I can barely contain my excitement as I land in Cairo’s Sphinx International airport: it’s the first time I’ve returned to the Middle East since late 2016, when I was living in Amman while studying Arabic at university.

 

As I step out of the plane and catch a whiff of the springlike air, I realise how much I have missed the region, its food and culture, and how happy I am to be able to experience it all again. 

 

Last autumn easyJet launched a brand-new route from Luton to Sphinx airport, near Giza, to the west of Cairo, flying three times weekly, year-round. With packages starting from £365pp for three nights, including a four-star hotel on a room-only basis, flights and transfers, it’s an affordable way for your clients to plunge themselves into ancient history – which, if they are anything like me, is essentially a dream long weekend come true. 

 

My fellow travellers and I whizz through airport security to meet our chaperones for the next three days: Mohammad Hamdy, easyJet holidays’ destination rep and Dr Tarek Sarhan, our tour guide.

 

Mohammad is a kind 24-year-old English graduate from Cairo University while Dr Tarek is a former piano player who has been a Japanese, Polish and English tour guide for almost 24 years and was crowned Abercrombie & Kent’s best tour guide last year.
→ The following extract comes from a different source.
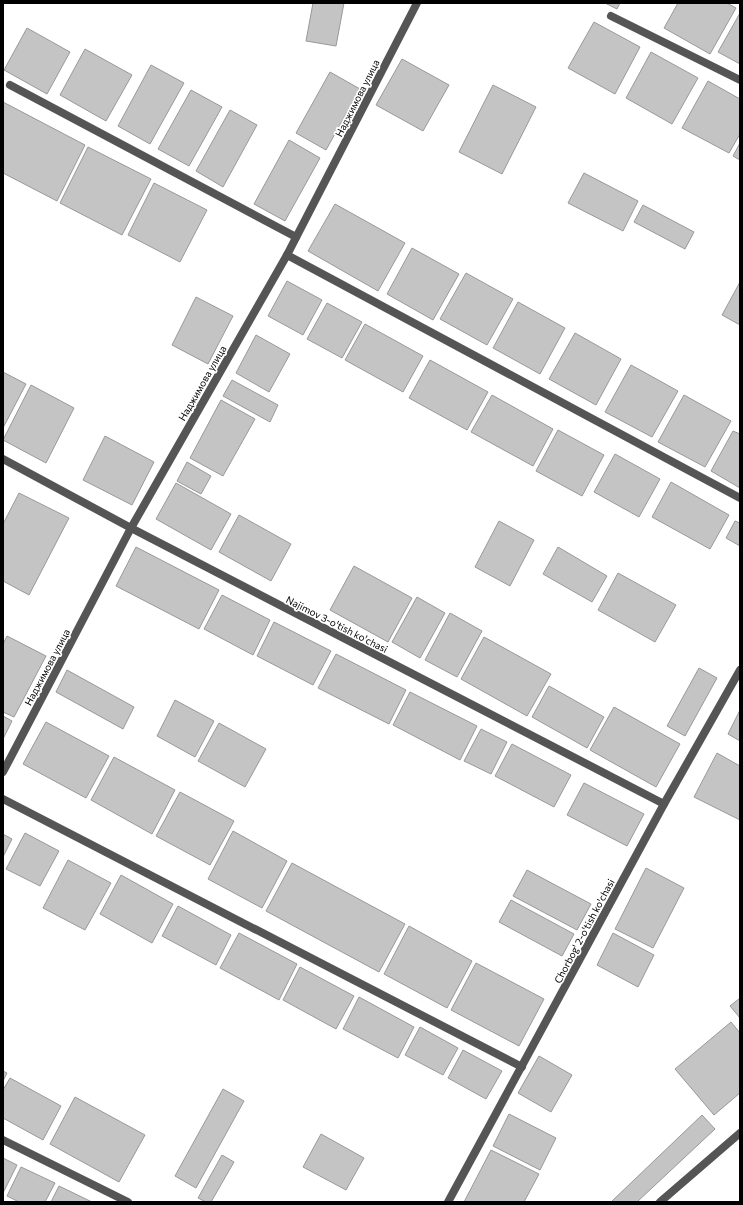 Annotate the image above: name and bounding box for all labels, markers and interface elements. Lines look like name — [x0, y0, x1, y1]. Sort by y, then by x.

The journey from the airport to our hotel is long thanks to Cairo’s infamous traffic, and I use the time to brush up on my Egyptian with a little help from both Mohammad and Dr Tarek.

 

As we slowly make our way to the Waldorf Astoria Cairo Heliopolis, we pass by some of Cairo’s most famous landmarks: Qasr El Nil Bridge, a 1931 swing bridge which connects the two banks of the Nile; Cairo Opera House, a gift from Japan after the old opera house was destroyed by a fire in 1971; and Tahrir Square, which rose to prominence as the focal point for the Egyptian Revolution of 2011.

 

Arriving at the hotel I am starstruck by its size and luxurious design. Built in 2005 and renovated just last year when taken over by Waldorf Astoria, it’s a convenient base for both business and leisure travellers, fitting perfectly with the overall vibe of Heliopolis – one of Cairo’s poshest neighbourhoods and home to several embassies and the presidential palace.

 

The hotel has 250 rooms, all extremely spacious and tastefully decorated, as well as a fitness centre, a business centre and four different restaurants. It also boasts an outdoor swimming pool and spa, which is set to reopen soon once renovation works are complete.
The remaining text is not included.